About CAMA

 - "Africa-wide multi-media database for the Arts and Culture. Hosted Brian Eno.

Department of Computer Science, University of Cape Town, PO Box 345, 7725 Newlands, South Africa.

Tel / Fax: 6502828 Email - cama@africacan.org


CAMA (Contemporary African Music & Arts) Archive is a multi-media documentary initiative for African arts and culture, based in the Faculty of Science and Montebello Design Centre at the University of Cape Town, South Africa.

Since its inception in 1995, under directorship of its founder, John Turest-Swartz, CAMA has sought to develop a pan-African mass-accessible arts and culture archive, and through this, the means to acknowledge creativity in the arts in Africa on a continental scale.

CAMA is engaged in the ongoing development of tools and strategies in pursuit of its documentary and archival objectives in the promotion of knowledge about African culture. The CAMA Archive Project focuses on documenting and disseminating audio-visual materials about the lives and work of artists, musicians and others who create culture in Africa. Using ICT in an African context, CAMA also seeks to promote a broader knowledge of African culture through facilitating the documentation and dissemination of the wealth of materials from existing holdings within African cultural institutions.

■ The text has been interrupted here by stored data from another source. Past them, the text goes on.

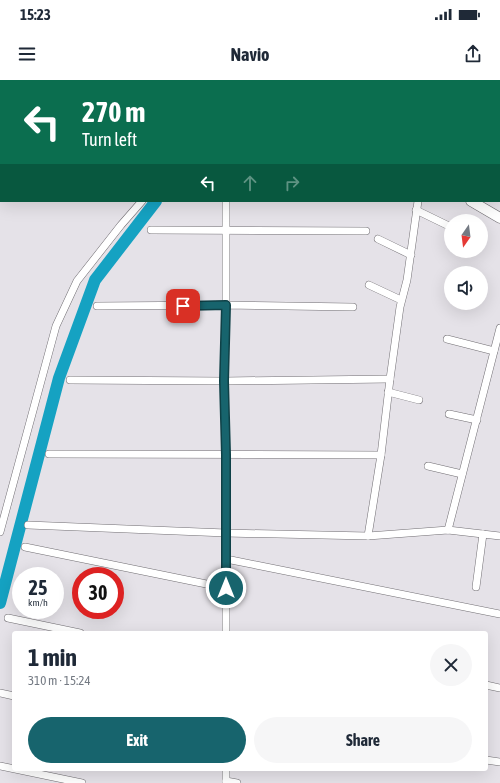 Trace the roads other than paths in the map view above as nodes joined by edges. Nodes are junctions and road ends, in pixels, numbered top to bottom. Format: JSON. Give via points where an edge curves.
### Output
{"nodes":[{"id":1,"x":141,"y":202,"type":"edge"},
{"id":2,"x":226,"y":202,"type":"edge"},
{"id":3,"x":418,"y":202,"type":"edge"},
{"id":4,"x":473,"y":202,"type":"edge"},
{"id":5,"x":416,"y":210,"type":"junction"},
{"id":6,"x":500,"y":218,"type":"edge"},
{"id":7,"x":444,"y":224,"type":"edge"},
{"id":8,"x":151,"y":230,"type":"dead end"},
{"id":9,"x":227,"y":230,"type":"junction"},
{"id":10,"x":366,"y":231,"type":"dead end"},
{"id":11,"x":378,"y":239,"type":"dead end"},
{"id":12,"x":411,"y":255,"type":"junction"},
{"id":13,"x":369,"y":285,"type":"dead end"},
{"id":14,"x":401,"y":300,"type":"junction"},
{"id":15,"x":226,"y":305,"type":"junction"},
{"id":16,"x":97,"y":306,"type":"dead end"},
{"id":17,"x":353,"y":307,"type":"dead end"},
{"id":18,"x":500,"y":328,"type":"edge"},
{"id":19,"x":447,"y":339,"type":"dead end"},
{"id":20,"x":494,"y":352,"type":"junction"},
{"id":21,"x":390,"y":379,"type":"junction"},
{"id":22,"x":70,"y":380,"type":"dead end"},
{"id":23,"x":224,"y":381,"type":"junction"},
{"id":24,"x":388,"y":392,"type":"junction"},
{"id":25,"x":419,"y":400,"type":"dead end"},
{"id":26,"x":449,"y":414,"type":"dead end"},
{"id":27,"x":476,"y":420,"type":"junction"},
{"id":28,"x":49,"y":454,"type":"dead end"},
{"id":29,"x":226,"y":455,"type":"junction"},
{"id":30,"x":381,"y":455,"type":"junction"},
{"id":31,"x":428,"y":466,"type":"dead end"},
{"id":32,"x":462,"y":474,"type":"junction"},
{"id":33,"x":28,"y":525,"type":"dead end"},
{"id":34,"x":1,"y":528,"type":"edge"},
{"id":35,"x":448,"y":530,"type":"junction"},
{"id":36,"x":226,"y":533,"type":"junction"},
{"id":37,"x":483,"y":534,"type":"junction"},
{"id":38,"x":368,"y":536,"type":"junction"},
{"id":39,"x":500,"y":536,"type":"edge"},
{"id":40,"x":25,"y":547,"type":"dead end"},
{"id":41,"x":226,"y":559,"type":"junction"},
{"id":42,"x":476,"y":587,"type":"dead end"},
{"id":43,"x":226,"y":588,"type":"junction"},
{"id":44,"x":500,"y":614,"type":"edge"},
{"id":45,"x":8,"y":618,"type":"dead end"},
{"id":46,"x":70,"y":631,"type":"edge"},
{"id":47,"x":226,"y":631,"type":"edge"},
{"id":48,"x":488,"y":685,"type":"edge"},
{"id":49,"x":500,"y":688,"type":"edge"},
{"id":50,"x":0,"y":693,"type":"edge"},
{"id":51,"x":12,"y":696,"type":"edge"},
{"id":52,"x":488,"y":760,"type":"edge"},
{"id":53,"x":500,"y":762,"type":"edge"},
{"id":54,"x":0,"y":766,"type":"edge"},
{"id":55,"x":12,"y":768,"type":"edge"},
{"id":56,"x":24,"y":771,"type":"edge"},
{"id":57,"x":226,"y":771,"type":"edge"},
{"id":58,"x":226,"y":782,"type":"edge"},
{"id":59,"x":82,"y":783,"type":"edge"},
{"id":60,"x":238,"y":783,"type":"edge"}],
"edges":[{"from":1,"to":34,"type":"street","via":[[77,281],[56,326]]},
{"from":2,"to":9,"type":"street"},
{"from":3,"to":5,"type":"street"},
{"from":4,"to":6,"type":"street"},
{"from":5,"to":7,"type":"street"},
{"from":5,"to":12,"type":"street"},
{"from":8,"to":9,"type":"street"},
{"from":9,"to":10,"type":"street"},
{"from":9,"to":15,"type":"street"},
{"from":11,"to":12,"type":"street"},
{"from":12,"to":14,"type":"street"},
{"from":13,"to":14,"type":"street"},
{"from":14,"to":21,"type":"street"},
{"from":15,"to":16,"type":"street"},
{"from":15,"to":17,"type":"street"},
{"from":15,"to":23,"type":"street"},
{"from":18,"to":20,"type":"street"},
{"from":19,"to":20,"type":"street"},
{"from":20,"to":27,"type":"street"},
{"from":21,"to":23,"type":"street"},
{"from":21,"to":24,"type":"street"},
{"from":22,"to":23,"type":"street"},
{"from":23,"to":29,"type":"street"},
{"from":24,"to":25,"type":"street"},
{"from":24,"to":30,"type":"street"},
{"from":26,"to":27,"type":"street"},
{"from":27,"to":32,"type":"street"},
{"from":28,"to":29,"type":"street"},
{"from":29,"to":30,"type":"street"},
{"from":29,"to":36,"type":"street"},
{"from":30,"to":38,"type":"street"},
{"from":31,"to":32,"type":"street"},
{"from":32,"to":35,"type":"street"},
{"from":33,"to":36,"type":"street"},
{"from":35,"to":37,"type":"street"},
{"from":35,"to":38,"type":"street"},
{"from":36,"to":38,"type":"street"},
{"from":36,"to":41,"type":"street"},
{"from":37,"to":39,"type":"street"},
{"from":37,"to":42,"type":"street"},
{"from":40,"to":43,"type":"street"},
{"from":41,"to":43,"type":"street"},
{"from":41,"to":44,"type":"street"},
{"from":43,"to":47,"type":"street"},
{"from":45,"to":46,"type":"street"},
{"from":48,"to":49,"type":"street"},
{"from":50,"to":51,"type":"street"},
{"from":52,"to":53,"type":"street"},
{"from":54,"to":55,"type":"street"},
{"from":56,"to":59,"type":"street"},
{"from":57,"to":58,"type":"street"},
{"from":58,"to":60,"type":"street"}]}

CAMA developed a computer-based "context" focussing primarily on African music, art and ethnography. This development culminated in our largest initiative to date, the establishment of the Culture Africa Network Project - CAN.

CAN - CULTURE AFRICA NETWORK PROJECT

Funded by the Ford Foundation the pilot Culture Africa Network (CAN) Project enabled CAMA to establish documentary centres in seven countries across the African continent: Mali, Ghana, Sudan, Ethiopia, Kenya, Mozambique and South Africa. The project aim is to facilitate the local gathering and sharing of excellent digital documentary resources for education, research and the promotion of Africa's artistic heritage and its `culture-makers`. After initial site visits, these institutions were chosen as CAN project partners on the basis of their interest in participating in a pan-African culture-sharing project of this nature, and their institutional capacity to host and staff a CAN documentary centre.

The digital resources being developed through this initiative, are intended both for the archival preservation of African cultural artefacts in their host countries, and to be shared between educational and cultural institutions throughout Africa. These include the documentation of living artists, musicians and their work, as well as art, music and ethnographic materials from existing holdings within several participating African museums and universities. Starting in September 1998, CAMA undertook the task of establishing CAN Centres - multi-media and digital video documentation studios and field recording units - in the following seven African countries:
Mali: The National Museums of Mali, Bamako
Ghana: The International Centre for African Music & Dance at the University of Ghana, Accra
Sudan: The Institute of African and Asian Studies, Traditional Music Archive, University of Khartoum.
Ethiopia: The Institute of Ethiopian Studies, Addis Ababa University
Kenya: Kuona Trust at The National Museums of Kenya, Nairobi
Mozambique: The National Cultural Archives (ARPAC), Maputo and The National Museum of Art, Maputo The National Company of Song & Dance, (CNCD) Maputo
South Africa: Contemporary African Music & Arts (CAMA) Archive, University of Cape Town.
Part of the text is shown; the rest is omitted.